**STUDY MATERIAL:**
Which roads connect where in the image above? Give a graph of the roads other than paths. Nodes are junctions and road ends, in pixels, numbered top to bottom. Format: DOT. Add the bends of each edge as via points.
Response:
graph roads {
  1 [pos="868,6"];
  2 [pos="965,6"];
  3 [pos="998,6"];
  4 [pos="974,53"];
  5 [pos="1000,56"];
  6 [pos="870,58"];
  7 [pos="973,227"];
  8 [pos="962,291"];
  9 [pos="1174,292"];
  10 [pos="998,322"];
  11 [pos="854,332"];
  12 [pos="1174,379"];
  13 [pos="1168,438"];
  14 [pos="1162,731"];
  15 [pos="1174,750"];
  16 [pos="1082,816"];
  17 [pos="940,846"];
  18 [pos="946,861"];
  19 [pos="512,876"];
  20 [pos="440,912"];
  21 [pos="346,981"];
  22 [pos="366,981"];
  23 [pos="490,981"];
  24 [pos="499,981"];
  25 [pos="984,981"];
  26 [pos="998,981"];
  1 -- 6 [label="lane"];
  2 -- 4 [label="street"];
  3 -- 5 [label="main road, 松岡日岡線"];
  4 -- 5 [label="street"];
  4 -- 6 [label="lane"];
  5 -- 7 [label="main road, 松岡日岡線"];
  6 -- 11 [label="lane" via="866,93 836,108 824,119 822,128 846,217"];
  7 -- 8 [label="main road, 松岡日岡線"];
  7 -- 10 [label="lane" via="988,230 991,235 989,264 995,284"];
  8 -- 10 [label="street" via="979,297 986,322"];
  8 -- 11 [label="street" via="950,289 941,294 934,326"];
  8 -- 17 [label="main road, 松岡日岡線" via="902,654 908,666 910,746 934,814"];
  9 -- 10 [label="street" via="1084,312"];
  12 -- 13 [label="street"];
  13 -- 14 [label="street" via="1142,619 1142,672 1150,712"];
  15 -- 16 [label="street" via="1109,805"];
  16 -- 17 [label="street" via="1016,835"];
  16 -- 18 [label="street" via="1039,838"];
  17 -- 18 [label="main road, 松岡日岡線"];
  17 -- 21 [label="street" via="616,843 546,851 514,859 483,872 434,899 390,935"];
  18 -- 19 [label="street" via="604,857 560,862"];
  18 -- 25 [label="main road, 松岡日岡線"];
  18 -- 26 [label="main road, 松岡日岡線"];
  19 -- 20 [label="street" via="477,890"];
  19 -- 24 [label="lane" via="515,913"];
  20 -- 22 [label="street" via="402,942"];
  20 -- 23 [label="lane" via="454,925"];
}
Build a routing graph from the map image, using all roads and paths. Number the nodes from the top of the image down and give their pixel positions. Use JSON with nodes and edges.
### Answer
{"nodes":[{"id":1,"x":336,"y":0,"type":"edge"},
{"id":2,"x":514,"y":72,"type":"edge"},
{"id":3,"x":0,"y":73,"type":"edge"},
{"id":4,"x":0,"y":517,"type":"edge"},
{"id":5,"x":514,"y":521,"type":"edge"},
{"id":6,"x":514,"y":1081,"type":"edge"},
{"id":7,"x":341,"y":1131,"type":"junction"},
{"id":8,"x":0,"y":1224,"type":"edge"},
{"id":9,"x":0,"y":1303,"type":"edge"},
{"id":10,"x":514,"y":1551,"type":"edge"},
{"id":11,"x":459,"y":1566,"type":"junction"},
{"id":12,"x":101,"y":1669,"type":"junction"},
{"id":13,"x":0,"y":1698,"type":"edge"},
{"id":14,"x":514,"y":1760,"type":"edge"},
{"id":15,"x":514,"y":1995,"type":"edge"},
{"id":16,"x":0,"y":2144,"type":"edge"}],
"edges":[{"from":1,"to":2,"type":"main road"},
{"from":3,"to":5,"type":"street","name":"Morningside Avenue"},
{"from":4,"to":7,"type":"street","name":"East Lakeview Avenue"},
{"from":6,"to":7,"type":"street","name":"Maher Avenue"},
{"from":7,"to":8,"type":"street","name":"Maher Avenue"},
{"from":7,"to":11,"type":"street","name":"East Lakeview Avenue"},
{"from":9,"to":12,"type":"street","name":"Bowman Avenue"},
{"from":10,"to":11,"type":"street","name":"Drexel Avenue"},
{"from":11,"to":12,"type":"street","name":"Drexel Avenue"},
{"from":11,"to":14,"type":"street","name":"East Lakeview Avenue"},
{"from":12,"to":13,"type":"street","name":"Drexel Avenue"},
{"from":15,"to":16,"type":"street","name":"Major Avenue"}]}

**EXERCISE PROMPT:** Extract all lines from the material above that include the word "edges".

**SOLUTION FOR THIS EXERCISE:**
Build a routing graph from the map image, using all roads and paths. Number the nodes from the top of the image down and give their pixel positions. Use JSON with nodes and edges.
"edges":[{"from":1,"to":2,"type":"main road"},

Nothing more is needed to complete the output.